** DATA follows **

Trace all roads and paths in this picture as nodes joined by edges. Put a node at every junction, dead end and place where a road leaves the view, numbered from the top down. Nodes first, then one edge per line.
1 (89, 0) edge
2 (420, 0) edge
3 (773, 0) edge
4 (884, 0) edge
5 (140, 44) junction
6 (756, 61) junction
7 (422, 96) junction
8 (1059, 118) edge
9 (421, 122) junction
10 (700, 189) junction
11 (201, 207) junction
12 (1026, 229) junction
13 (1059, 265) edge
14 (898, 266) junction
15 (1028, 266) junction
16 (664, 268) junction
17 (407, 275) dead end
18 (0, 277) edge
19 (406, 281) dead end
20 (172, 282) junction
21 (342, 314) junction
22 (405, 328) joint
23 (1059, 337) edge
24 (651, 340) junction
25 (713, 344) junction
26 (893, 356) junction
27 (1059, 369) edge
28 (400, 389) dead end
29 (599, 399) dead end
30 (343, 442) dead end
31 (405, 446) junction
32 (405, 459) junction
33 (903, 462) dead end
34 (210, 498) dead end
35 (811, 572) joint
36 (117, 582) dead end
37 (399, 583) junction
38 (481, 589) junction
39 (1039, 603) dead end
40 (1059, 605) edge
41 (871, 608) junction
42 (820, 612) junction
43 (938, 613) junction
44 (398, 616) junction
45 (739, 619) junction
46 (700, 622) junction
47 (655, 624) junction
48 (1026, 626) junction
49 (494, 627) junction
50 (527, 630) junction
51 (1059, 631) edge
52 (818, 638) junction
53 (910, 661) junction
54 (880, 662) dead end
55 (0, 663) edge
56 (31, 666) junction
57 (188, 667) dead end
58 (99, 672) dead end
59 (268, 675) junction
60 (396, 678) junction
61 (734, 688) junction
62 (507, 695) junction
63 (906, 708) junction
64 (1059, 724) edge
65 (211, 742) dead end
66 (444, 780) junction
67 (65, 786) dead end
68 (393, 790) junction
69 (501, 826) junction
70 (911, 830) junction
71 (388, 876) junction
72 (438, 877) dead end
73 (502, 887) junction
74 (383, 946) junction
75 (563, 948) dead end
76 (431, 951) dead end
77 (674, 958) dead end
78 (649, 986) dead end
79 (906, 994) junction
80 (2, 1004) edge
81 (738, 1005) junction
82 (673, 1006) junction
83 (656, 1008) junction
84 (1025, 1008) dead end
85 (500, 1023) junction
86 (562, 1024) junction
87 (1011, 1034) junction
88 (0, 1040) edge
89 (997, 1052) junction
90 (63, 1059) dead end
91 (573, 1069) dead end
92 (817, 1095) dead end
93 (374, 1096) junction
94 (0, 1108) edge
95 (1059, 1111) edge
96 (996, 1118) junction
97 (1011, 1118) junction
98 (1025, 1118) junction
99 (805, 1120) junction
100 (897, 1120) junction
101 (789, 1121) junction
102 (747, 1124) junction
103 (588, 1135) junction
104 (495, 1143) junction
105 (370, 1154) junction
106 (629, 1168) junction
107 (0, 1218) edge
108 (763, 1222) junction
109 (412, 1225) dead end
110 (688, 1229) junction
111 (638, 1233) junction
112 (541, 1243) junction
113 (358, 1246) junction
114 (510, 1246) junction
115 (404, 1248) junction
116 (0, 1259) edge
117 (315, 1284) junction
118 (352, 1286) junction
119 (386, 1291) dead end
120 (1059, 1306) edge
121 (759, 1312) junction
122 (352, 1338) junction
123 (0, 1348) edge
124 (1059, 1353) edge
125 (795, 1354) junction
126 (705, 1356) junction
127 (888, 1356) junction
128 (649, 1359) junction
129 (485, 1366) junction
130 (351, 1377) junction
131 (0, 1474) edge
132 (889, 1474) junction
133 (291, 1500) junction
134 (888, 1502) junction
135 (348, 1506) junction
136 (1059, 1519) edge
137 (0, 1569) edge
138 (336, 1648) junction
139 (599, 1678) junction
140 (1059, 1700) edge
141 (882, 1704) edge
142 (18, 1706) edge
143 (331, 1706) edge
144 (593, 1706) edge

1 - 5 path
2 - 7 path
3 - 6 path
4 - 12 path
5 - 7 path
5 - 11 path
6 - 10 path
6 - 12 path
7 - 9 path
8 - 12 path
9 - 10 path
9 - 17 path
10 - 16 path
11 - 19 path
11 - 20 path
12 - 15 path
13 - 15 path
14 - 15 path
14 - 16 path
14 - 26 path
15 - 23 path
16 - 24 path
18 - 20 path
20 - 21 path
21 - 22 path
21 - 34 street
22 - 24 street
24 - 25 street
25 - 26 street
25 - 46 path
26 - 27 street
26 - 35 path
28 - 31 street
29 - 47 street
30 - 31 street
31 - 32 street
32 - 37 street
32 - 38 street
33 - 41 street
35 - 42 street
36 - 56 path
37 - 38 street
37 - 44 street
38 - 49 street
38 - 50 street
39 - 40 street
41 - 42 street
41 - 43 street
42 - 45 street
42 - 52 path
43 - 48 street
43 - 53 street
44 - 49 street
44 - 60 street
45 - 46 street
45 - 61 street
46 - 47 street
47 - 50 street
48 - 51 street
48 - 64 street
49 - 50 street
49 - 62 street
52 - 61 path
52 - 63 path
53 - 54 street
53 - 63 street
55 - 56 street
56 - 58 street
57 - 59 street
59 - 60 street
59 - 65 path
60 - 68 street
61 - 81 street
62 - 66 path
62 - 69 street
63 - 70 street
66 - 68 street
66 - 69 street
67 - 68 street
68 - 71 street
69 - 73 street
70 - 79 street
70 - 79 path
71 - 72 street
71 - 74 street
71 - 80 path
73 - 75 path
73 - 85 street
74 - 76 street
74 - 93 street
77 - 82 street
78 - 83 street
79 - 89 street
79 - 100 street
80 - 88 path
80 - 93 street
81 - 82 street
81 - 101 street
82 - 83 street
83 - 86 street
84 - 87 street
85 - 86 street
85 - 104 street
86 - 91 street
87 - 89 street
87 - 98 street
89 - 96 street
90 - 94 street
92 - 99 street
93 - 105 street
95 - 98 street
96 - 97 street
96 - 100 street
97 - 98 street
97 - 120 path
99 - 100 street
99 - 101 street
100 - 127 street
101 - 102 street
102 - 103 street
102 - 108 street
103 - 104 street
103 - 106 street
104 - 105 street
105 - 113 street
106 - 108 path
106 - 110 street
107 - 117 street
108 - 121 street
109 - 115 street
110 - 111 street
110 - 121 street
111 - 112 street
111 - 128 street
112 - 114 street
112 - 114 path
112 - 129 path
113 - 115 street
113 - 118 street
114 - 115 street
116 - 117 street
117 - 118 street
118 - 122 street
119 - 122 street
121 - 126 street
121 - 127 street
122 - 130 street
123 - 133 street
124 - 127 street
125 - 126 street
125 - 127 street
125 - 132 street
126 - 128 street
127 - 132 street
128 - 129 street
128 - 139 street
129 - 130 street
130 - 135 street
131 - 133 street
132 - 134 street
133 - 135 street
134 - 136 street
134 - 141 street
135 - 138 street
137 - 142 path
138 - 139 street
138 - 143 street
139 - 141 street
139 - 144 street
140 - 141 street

** End of DATA **

EXERCISE DIRECTIONS
The records above must be restated. Preserve every word.

SOLUTION FOR THIS TASK
Trace all roads and paths in this picture as nodes joined by edges. Put a node at every junction, dead end and place where a road leaves the view, numbered from the top down. Nodes first, then one edge per line.
1 (89, 0) edge
2 (420, 0) edge
3 (773, 0) edge
4 (884, 0) edge
5 (140, 44) junction
6 (756, 61) junction
7 (422, 96) junction
8 (1059, 118) edge
9 (421, 122) junction
10 (700, 189) junction
11 (201, 207) junction
12 (1026, 229) junction
13 (1059, 265) edge
14 (898, 266) junction
15 (1028, 266) junction
16 (664, 268) junction
17 (407, 275) dead end
18 (0, 277) edge
19 (406, 281) dead end
20 (172, 282) junction
21 (342, 314) junction
22 (405, 328) joint
23 (1059, 337) edge
24 (651, 340) junction
25 (713, 344) junction
26 (893, 356) junction
27 (1059, 369) edge
28 (400, 389) dead end
29 (599, 399) dead end
30 (343, 442) dead end
31 (405, 446) junction
32 (405, 459) junction
33 (903, 462) dead end
34 (210, 498) dead end
35 (811, 572) joint
36 (117, 582) dead end
37 (399, 583) junction
38 (481, 589) junction
39 (1039, 603) dead end
40 (1059, 605) edge
41 (871, 608) junction
42 (820, 612) junction
43 (938, 613) junction
44 (398, 616) junction
45 (739, 619) junction
46 (700, 622) junction
47 (655, 624) junction
48 (1026, 626) junction
49 (494, 627) junction
50 (527, 630) junction
51 (1059, 631) edge
52 (818, 638) junction
53 (910, 661) junction
54 (880, 662) dead end
55 (0, 663) edge
56 (31, 666) junction
57 (188, 667) dead end
58 (99, 672) dead end
59 (268, 675) junction
60 (396, 678) junction
61 (734, 688) junction
62 (507, 695) junction
63 (906, 708) junction
64 (1059, 724) edge
65 (211, 742) dead end
66 (444, 780) junction
67 (65, 786) dead end
68 (393, 790) junction
69 (501, 826) junction
70 (911, 830) junction
71 (388, 876) junction
72 (438, 877) dead end
73 (502, 887) junction
74 (383, 946) junction
75 (563, 948) dead end
76 (431, 951) dead end
77 (674, 958) dead end
78 (649, 986) dead end
79 (906, 994) junction
80 (2, 1004) edge
81 (738, 1005) junction
82 (673, 1006) junction
83 (656, 1008) junction
84 (1025, 1008) dead end
85 (500, 1023) junction
86 (562, 1024) junction
87 (1011, 1034) junction
88 (0, 1040) edge
89 (997, 1052) junction
90 (63, 1059) dead end
91 (573, 1069) dead end
92 (817, 1095) dead end
93 (374, 1096) junction
94 (0, 1108) edge
95 (1059, 1111) edge
96 (996, 1118) junction
97 (1011, 1118) junction
98 (1025, 1118) junction
99 (805, 1120) junction
100 (897, 1120) junction
101 (789, 1121) junction
102 (747, 1124) junction
103 (588, 1135) junction
104 (495, 1143) junction
105 (370, 1154) junction
106 (629, 1168) junction
107 (0, 1218) edge
108 (763, 1222) junction
109 (412, 1225) dead end
110 (688, 1229) junction
111 (638, 1233) junction
112 (541, 1243) junction
113 (358, 1246) junction
114 (510, 1246) junction
115 (404, 1248) junction
116 (0, 1259) edge
117 (315, 1284) junction
118 (352, 1286) junction
119 (386, 1291) dead end
120 (1059, 1306) edge
121 (759, 1312) junction
122 (352, 1338) junction
123 (0, 1348) edge
124 (1059, 1353) edge
125 (795, 1354) junction
126 (705, 1356) junction
127 (888, 1356) junction
128 (649, 1359) junction
129 (485, 1366) junction
130 (351, 1377) junction
131 (0, 1474) edge
132 (889, 1474) junction
133 (291, 1500) junction
134 (888, 1502) junction
135 (348, 1506) junction
136 (1059, 1519) edge
137 (0, 1569) edge
138 (336, 1648) junction
139 (599, 1678) junction
140 (1059, 1700) edge
141 (882, 1704) edge
142 (18, 1706) edge
143 (331, 1706) edge
144 (593, 1706) edge

1 - 5 path
2 - 7 path
3 - 6 path
4 - 12 path
5 - 7 path
5 - 11 path
6 - 10 path
6 - 12 path
7 - 9 path
8 - 12 path
9 - 10 path
9 - 17 path
10 - 16 path
11 - 19 path
11 - 20 path
12 - 15 path
13 - 15 path
14 - 15 path
14 - 16 path
14 - 26 path
15 - 23 path
16 - 24 path
18 - 20 path
20 - 21 path
21 - 22 path
21 - 34 street
22 - 24 street
24 - 25 street
25 - 26 street
25 - 46 path
26 - 27 street
26 - 35 path
28 - 31 street
29 - 47 street
30 - 31 street
31 - 32 street
32 - 37 street
32 - 38 street
33 - 41 street
35 - 42 street
36 - 56 path
37 - 38 street
37 - 44 street
38 - 49 street
38 - 50 street
39 - 40 street
41 - 42 street
41 - 43 street
42 - 45 street
42 - 52 path
43 - 48 street
43 - 53 street
44 - 49 street
44 - 60 street
45 - 46 street
45 - 61 street
46 - 47 street
47 - 50 street
48 - 51 street
48 - 64 street
49 - 50 street
49 - 62 street
52 - 61 path
52 - 63 path
53 - 54 street
53 - 63 street
55 - 56 street
56 - 58 street
57 - 59 street
59 - 60 street
59 - 65 path
60 - 68 street
61 - 81 street
62 - 66 path
62 - 69 street
63 - 70 street
66 - 68 street
66 - 69 street
67 - 68 street
68 - 71 street
69 - 73 street
70 - 79 street
70 - 79 path
71 - 72 street
71 - 74 street
71 - 80 path
73 - 75 path
73 - 85 street
74 - 76 street
74 - 93 street
77 - 82 street
78 - 83 street
79 - 89 street
79 - 100 street
80 - 88 path
80 - 93 street
81 - 82 street
81 - 101 street
82 - 83 street
83 - 86 street
84 - 87 street
85 - 86 street
85 - 104 street
86 - 91 street
87 - 89 street
87 - 98 street
89 - 96 street
90 - 94 street
92 - 99 street
93 - 105 street
95 - 98 street
96 - 97 street
96 - 100 street
97 - 98 street
97 - 120 path
99 - 100 street
99 - 101 street
100 - 127 street
101 - 102 street
102 - 103 street
102 - 108 street
103 - 104 street
103 - 106 street
104 - 105 street
105 - 113 street
106 - 108 path
106 - 110 street
107 - 117 street
108 - 121 street
109 - 115 street
110 - 111 street
110 - 121 street
111 - 112 street
111 - 128 street
112 - 114 street
112 - 114 path
112 - 129 path
113 - 115 street
113 - 118 street
114 - 115 street
116 - 117 street
117 - 118 street
118 - 122 street
119 - 122 street
121 - 126 street
121 - 127 street
122 - 130 street
123 - 133 street
124 - 127 street
125 - 126 street
125 - 127 street
125 - 132 street
126 - 128 street
127 - 132 street
128 - 129 street
128 - 139 street
129 - 130 street
130 - 135 street
131 - 133 street
132 - 134 street
133 - 135 street
134 - 136 street
134 - 141 street
135 - 138 street
137 - 142 path
138 - 139 street
138 - 143 street
139 - 141 street
139 - 144 street
140 - 141 street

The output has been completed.